• _To do_:
Lift out all lines below that contain "wherever".

• _Records supplied_:
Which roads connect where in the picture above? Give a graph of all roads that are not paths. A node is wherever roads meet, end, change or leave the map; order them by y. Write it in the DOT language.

---

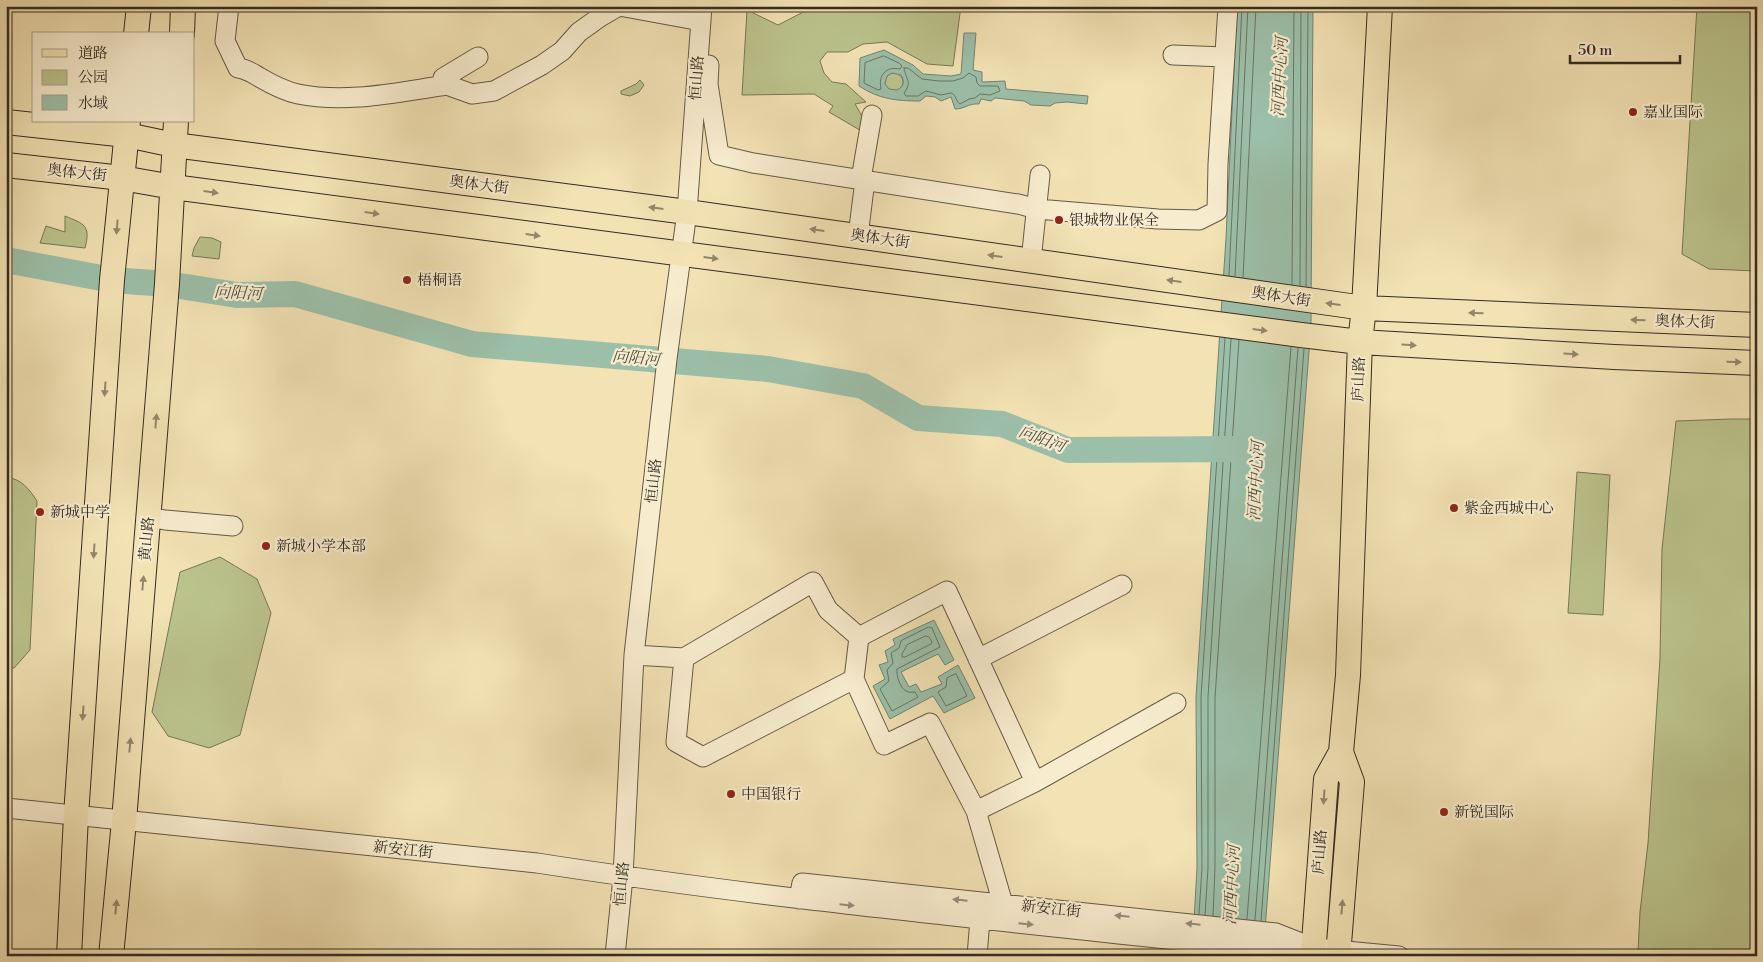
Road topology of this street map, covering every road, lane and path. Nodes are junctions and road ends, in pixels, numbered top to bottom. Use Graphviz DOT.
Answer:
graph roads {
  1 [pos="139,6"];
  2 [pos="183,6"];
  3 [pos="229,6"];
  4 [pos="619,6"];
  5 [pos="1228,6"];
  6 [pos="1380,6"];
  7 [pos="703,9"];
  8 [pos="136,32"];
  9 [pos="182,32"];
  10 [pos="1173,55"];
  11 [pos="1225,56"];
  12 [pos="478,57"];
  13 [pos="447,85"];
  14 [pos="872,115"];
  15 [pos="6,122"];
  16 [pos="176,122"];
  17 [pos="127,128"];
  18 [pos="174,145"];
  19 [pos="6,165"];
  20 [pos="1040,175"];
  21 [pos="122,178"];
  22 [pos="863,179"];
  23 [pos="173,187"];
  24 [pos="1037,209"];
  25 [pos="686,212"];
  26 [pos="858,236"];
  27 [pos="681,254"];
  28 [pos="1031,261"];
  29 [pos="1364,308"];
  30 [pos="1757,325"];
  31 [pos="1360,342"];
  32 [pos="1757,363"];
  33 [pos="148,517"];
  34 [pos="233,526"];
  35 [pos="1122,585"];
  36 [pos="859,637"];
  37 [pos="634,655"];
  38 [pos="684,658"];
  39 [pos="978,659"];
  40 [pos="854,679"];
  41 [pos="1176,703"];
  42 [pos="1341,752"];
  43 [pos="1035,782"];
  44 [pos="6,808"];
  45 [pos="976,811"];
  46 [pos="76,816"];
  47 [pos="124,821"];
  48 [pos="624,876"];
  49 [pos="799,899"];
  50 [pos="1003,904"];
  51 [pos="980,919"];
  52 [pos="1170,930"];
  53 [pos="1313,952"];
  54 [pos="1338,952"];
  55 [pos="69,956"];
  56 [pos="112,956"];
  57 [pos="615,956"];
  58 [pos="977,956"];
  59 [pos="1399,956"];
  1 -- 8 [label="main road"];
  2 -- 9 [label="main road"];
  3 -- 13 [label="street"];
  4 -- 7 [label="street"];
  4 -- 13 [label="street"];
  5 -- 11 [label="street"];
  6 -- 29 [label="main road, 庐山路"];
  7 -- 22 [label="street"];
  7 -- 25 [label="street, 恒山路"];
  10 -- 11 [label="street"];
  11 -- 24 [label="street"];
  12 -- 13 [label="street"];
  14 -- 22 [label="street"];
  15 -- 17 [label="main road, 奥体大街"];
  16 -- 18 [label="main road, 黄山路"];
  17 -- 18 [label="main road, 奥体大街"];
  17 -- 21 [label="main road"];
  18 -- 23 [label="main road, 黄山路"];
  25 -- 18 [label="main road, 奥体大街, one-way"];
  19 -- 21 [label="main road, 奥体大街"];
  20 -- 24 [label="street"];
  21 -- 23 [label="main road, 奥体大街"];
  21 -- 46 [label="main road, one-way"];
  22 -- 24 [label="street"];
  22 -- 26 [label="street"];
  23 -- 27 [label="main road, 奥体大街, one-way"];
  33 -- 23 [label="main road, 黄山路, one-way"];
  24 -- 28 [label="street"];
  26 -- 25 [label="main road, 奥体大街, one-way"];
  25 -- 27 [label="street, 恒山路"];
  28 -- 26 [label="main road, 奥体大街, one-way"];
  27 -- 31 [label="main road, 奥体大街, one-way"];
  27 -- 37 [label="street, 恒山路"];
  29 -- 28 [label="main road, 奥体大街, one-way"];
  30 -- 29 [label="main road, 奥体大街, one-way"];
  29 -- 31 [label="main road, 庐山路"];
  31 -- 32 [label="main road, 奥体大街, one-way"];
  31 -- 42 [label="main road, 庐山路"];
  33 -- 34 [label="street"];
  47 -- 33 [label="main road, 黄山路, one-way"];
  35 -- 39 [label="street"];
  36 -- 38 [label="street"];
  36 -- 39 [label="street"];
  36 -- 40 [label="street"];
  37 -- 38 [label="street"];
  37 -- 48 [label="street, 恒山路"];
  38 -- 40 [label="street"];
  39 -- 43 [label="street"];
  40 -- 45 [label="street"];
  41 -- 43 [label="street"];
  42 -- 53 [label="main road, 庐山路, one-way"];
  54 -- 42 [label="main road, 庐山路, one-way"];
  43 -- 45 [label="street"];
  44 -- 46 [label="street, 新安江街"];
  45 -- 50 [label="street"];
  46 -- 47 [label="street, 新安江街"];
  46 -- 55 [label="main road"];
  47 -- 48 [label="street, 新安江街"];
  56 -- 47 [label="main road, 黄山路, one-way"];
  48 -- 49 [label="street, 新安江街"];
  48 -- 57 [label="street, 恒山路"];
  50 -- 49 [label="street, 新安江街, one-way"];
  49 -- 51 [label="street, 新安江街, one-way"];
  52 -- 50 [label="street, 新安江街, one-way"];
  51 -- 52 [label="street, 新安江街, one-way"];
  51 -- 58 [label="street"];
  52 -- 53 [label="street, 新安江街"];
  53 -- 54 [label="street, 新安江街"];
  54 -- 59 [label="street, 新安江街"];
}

--

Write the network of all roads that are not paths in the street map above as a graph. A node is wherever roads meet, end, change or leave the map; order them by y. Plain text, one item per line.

• _Finished task_:
Which roads connect where in the picture above? Give a graph of all roads that are not paths. A node is wherever roads meet, end, change or leave the map; order them by y. Write it in the DOT language.
Write the network of all roads that are not paths in the street map above as a graph. A node is wherever roads meet, end, change or leave the map; order them by y. Plain text, one item per line.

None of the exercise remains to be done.